Exercise aim:
An exact transcription of all the records, free of pictures, is the expected answer.

--- Supplied records Enclosed Below ---

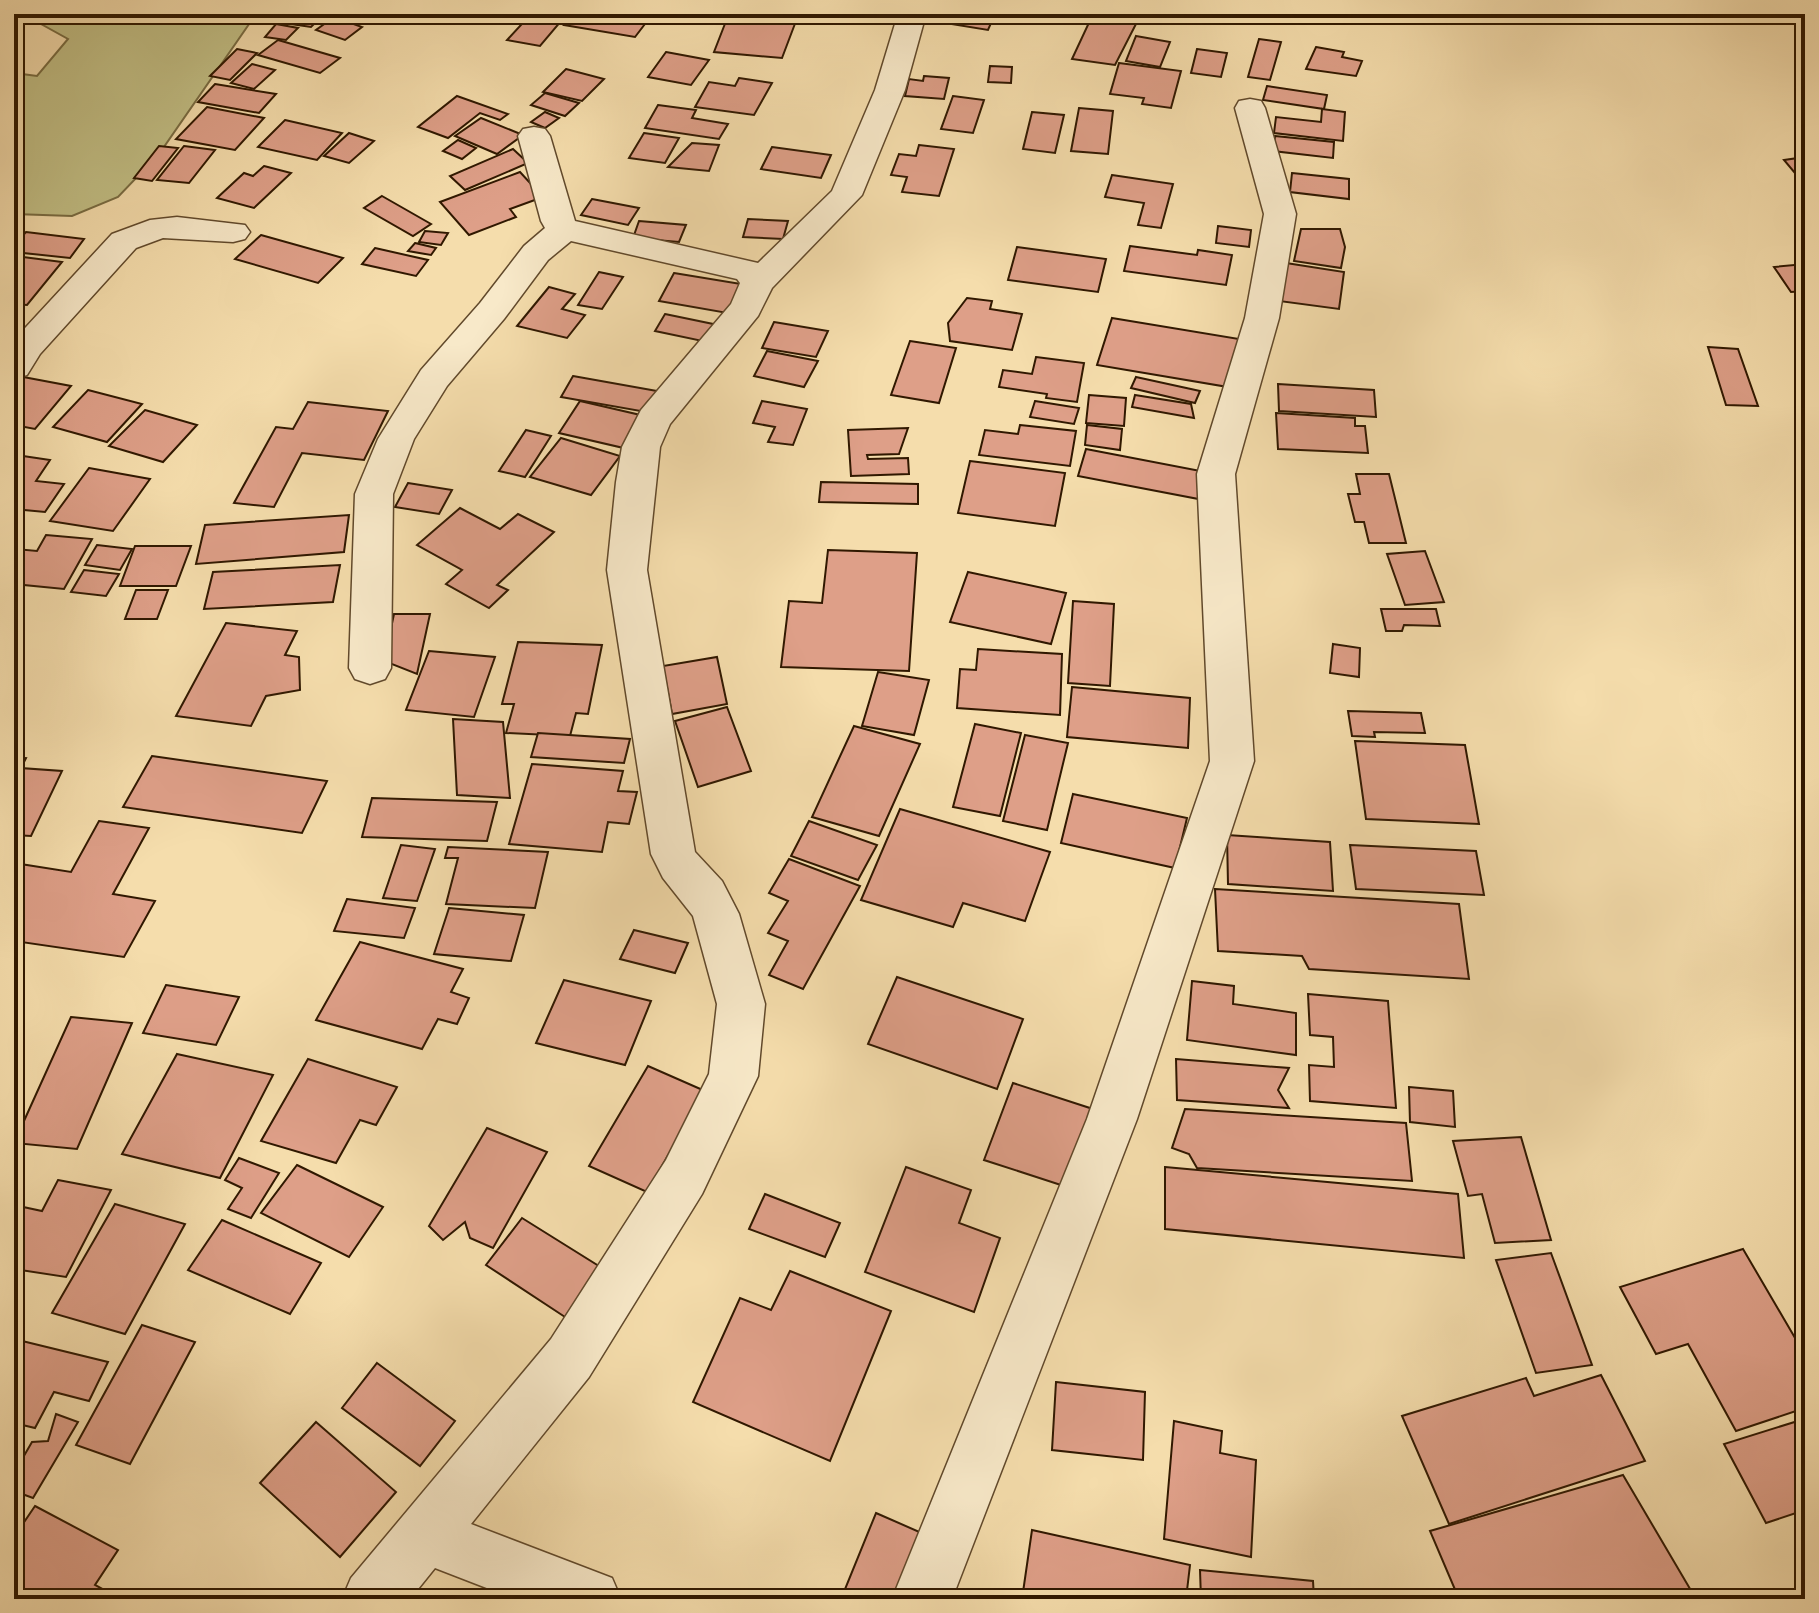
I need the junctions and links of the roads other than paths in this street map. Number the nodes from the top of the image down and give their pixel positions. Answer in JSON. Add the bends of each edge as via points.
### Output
{"nodes":[{"id":1,"x":912,"y":14,"type":"edge"},
{"id":2,"x":1250,"y":108,"type":"dead end"},
{"id":3,"x":534,"y":136,"type":"dead end"},
{"id":4,"x":564,"y":229,"type":"junction"},
{"id":5,"x":233,"y":232,"type":"dead end"},
{"id":6,"x":757,"y":283,"type":"junction"},
{"id":7,"x":14,"y":367,"type":"edge"},
{"id":8,"x":370,"y":668,"type":"dead end"},
{"id":9,"x":424,"y":1535,"type":"junction"},
{"id":10,"x":372,"y":1599,"type":"edge"},
{"id":11,"x":591,"y":1599,"type":"edge"},
{"id":12,"x":922,"y":1599,"type":"edge"}],
"edges":[{"from":1,"to":6,"type":"street","via":[[890,90],[846,195]]},
{"from":2,"to":12,"type":"street","via":[[1280,214],[1262,318],[1216,474],[1232,761],[1112,1119]]},
{"from":3,"to":4,"type":"street","via":[[557,221]]},
{"from":4,"to":6,"type":"street","via":[[749,271]]},
{"from":4,"to":8,"type":"street","via":[[536,253],[434,378],[396,439],[374,494]]},
{"from":5,"to":7,"type":"street","via":[[159,227],[124,241]]},
{"from":6,"to":9,"type":"street","via":[[746,308],[654,419],[641,447],[627,570],[673,854],[716,914],[741,1004],[733,1076],[684,1177],[570,1358]]},
{"from":9,"to":10,"type":"street"},
{"from":9,"to":11,"type":"street"}]}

--- End of Enclosed Supplied records ---

Result for this task:
I need the junctions and links of the roads other than paths in this street map. Number the nodes from the top of the image down and give their pixel positions. Answer in JSON. Add the bends of each edge as via points.
### Output
{"nodes":[{"id":1,"x":912,"y":14,"type":"edge"},
{"id":2,"x":1250,"y":108,"type":"dead end"},
{"id":3,"x":534,"y":136,"type":"dead end"},
{"id":4,"x":564,"y":229,"type":"junction"},
{"id":5,"x":233,"y":232,"type":"dead end"},
{"id":6,"x":757,"y":283,"type":"junction"},
{"id":7,"x":14,"y":367,"type":"edge"},
{"id":8,"x":370,"y":668,"type":"dead end"},
{"id":9,"x":424,"y":1535,"type":"junction"},
{"id":10,"x":372,"y":1599,"type":"edge"},
{"id":11,"x":591,"y":1599,"type":"edge"},
{"id":12,"x":922,"y":1599,"type":"edge"}],
"edges":[{"from":1,"to":6,"type":"street","via":[[890,90],[846,195]]},
{"from":2,"to":12,"type":"street","via":[[1280,214],[1262,318],[1216,474],[1232,761],[1112,1119]]},
{"from":3,"to":4,"type":"street","via":[[557,221]]},
{"from":4,"to":6,"type":"street","via":[[749,271]]},
{"from":4,"to":8,"type":"street","via":[[536,253],[434,378],[396,439],[374,494]]},
{"from":5,"to":7,"type":"street","via":[[159,227],[124,241]]},
{"from":6,"to":9,"type":"street","via":[[746,308],[654,419],[641,447],[627,570],[673,854],[716,914],[741,1004],[733,1076],[684,1177],[570,1358]]},
{"from":9,"to":10,"type":"street"},
{"from":9,"to":11,"type":"street"}]}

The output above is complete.